To adequately assess the effects of forest loss on species richness, we selected studies performed in sites immersed in fragmented landscapes. We only included studies that reported accurate geographic coordinates (i.e., <500m error) and that disclosed the kilometers walked within transects as a measure of sampling effort to be controlled in the models. Finally, we excluded the study sites located in biomes with less than 8 sites (i.e., Pampa and Caatinga biomes) to avoid overfitting. To increase the independence among samples, we also excluded the study patches in which the largest landscape buffer (i.e., 2,500-m radius, see below) overlapped with another study landscape. In total, we selected 85 forests sites from 22 studies reporting primate species richness in three biomes: Amazon forest (26 sites), Atlantic Forest (42) and Cerrado (17). However, as sites from the Cerrado were located very close (25km away) to the Atlantic Forest, in the ecotone between these two biomes (Fig. 1), we considered the Cerrado sites as part of the Atlantic Forest. Yet, we included the analyses of the Atlantic Forest sites (excluding the 17 Cerrado sites) in the Supplementary Material, see Supplementary results Fig. S1 and Table S1).

Study biomes

The Amazon and Atlantic Forest have different degree and history of deforestation. The Amazon forest is the most extensive tropical rainforest in the world (Silveira et al., 2022). Land use change in the Amazon started in the 1970s, and ∼78% of forest cover remains today (Silveira et al., 2022). The Atlantic Forest has a longer history of deforestation dating back to the Portuguese colonization in the 16th century (Dean, 1997). Currently, only ∼28% of their native forest cover remains (Silveira et al., 2022).

Response variables

We recorded the total number of primate species and mean home range size (ha) per forest patch, excluding alien species. Nocturnal species were also excluded because most studies did not perform nocturnal surveys.
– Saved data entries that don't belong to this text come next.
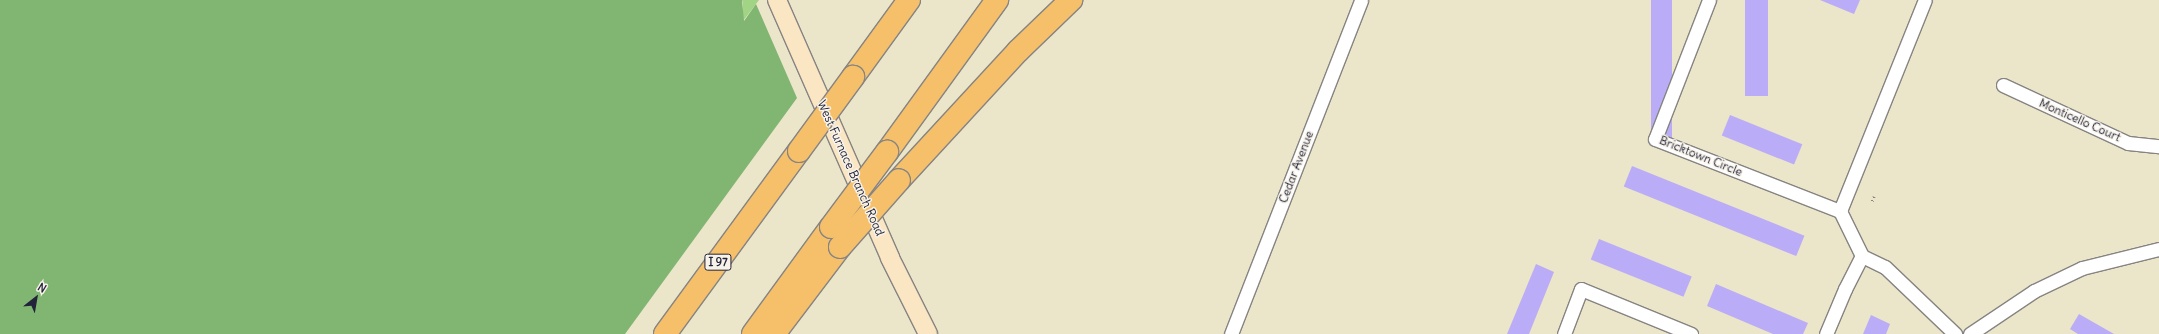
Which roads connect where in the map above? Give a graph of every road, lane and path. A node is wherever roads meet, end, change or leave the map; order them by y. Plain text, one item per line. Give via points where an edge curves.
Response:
1 (777, 0) edge
2 (909, 0) edge
3 (997, 0) edge
4 (1071, 0) edge
5 (1361, 0) edge
6 (1709, 0) edge
7 (1925, 0) edge
8 (2003, 85) dead end
9 (2159, 146) edge
10 (1874, 196) dead end
11 (1872, 201) dead end
12 (1840, 211) junction
13 (2159, 249) edge
14 (1862, 256) junction
15 (1975, 333) edge
16 (665, 334) edge
17 (753, 334) edge
18 (774, 334) edge
19 (928, 334) edge
20 (1231, 334) edge
21 (1564, 334) edge
22 (1691, 334) edge
23 (1826, 334) edge
24 (1955, 334) edge

1 - 19 main road, West Furnace Branch Road via 890,258
2 - 16 highway, I 97, bridge
3 - 17 highway, bridge
4 - 18 highway, bridge via 1018,51 898,180 840,247
5 - 20 street, Cedar Avenue
6 - 12 street, Bricktown Circle via 1655,139
7 - 12 street
8 - 9 street, Monticello Court via 2128,143
10 - 11 path
12 - 14 street
13 - 15 street via 2082,268 2034,290
14 - 23 street via 1844,289
14 - 24 street via 1885,267
21 - 22 street via 1581,289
We also excluded hybrids; only parental species were included. We recorded the home range size of all 31 primate species included in the present study from Galán-Acedo et al. (2019b), and then calculated the mean home range size per study site. We selected this ecological trait because it is usually considered a good predictor of species’ sensitivity to forest loss and disturbance (Mönkkönen and Reunanen, 1999; Boyle and Smith, 2010).

Forest cover

As all Brazilian primates are forest-dependent species, we used forest cover as a proxy of habitat amount. We measured forest cover based on a 30-m resolution map of Brazil provided by MapBIOMAS (Collection 5; Souza and Azevedo, 2017). Forest cover included the following MapBIOMAS-Collection 5 categories: forest (1), which includes the class natural forest (1.1) (i.e., forest formation (1.1.1), savanna formation (1.1.2), and mangroves (1.1.3)), and forest plantations (1.2) (Souza and Azevedo, 2017). For each study site, we used the map corresponding to the year when fieldwork was conducted (from 1995 to 2017). We calculated landscape forest cover using ArcGIS 10.5 software. In particular, we calculated forest cover within 11 different spatial scales (i.e., buffers) ranging from 500 to 2500-m radius (at 200-m intervals) from the center of each study site (i.e., transect). Following Jackson and Fahrig (2015), the largest landscape was much larger than the maximum home range size of the studied species (∼846ha, Sapajus xanthosternos; Galán-Acedo et al., 2019b).

Statistical analyses

To evaluate the linear effect of forest cover on primate species richness and mean home range size in each biome, we performed generalized linear models (GLM). In the first case, we fixed a Poisson error distribution, which provides an adequate representation of the variability observed in count data (Crawley, 2012). Yet, as recommended for continuous response variables (Crawley, 2012), mean home range size was assessed with a Gaussian distribution. The non-linear responses were modeled with a four-parameters logistic regression, which follow a sigmoidal or “s” shaped curve that makes them appropriate to find zones of inflection points, which represents extinction thresholds (Ficetola and Denoel, 2009). Such models have been used for assessing ecological thresholds previously (e.g., Morante-Filho et al., 2015). In each region, we used the same dataset (same landscapes and response variables) to perform the linear and the logistic models.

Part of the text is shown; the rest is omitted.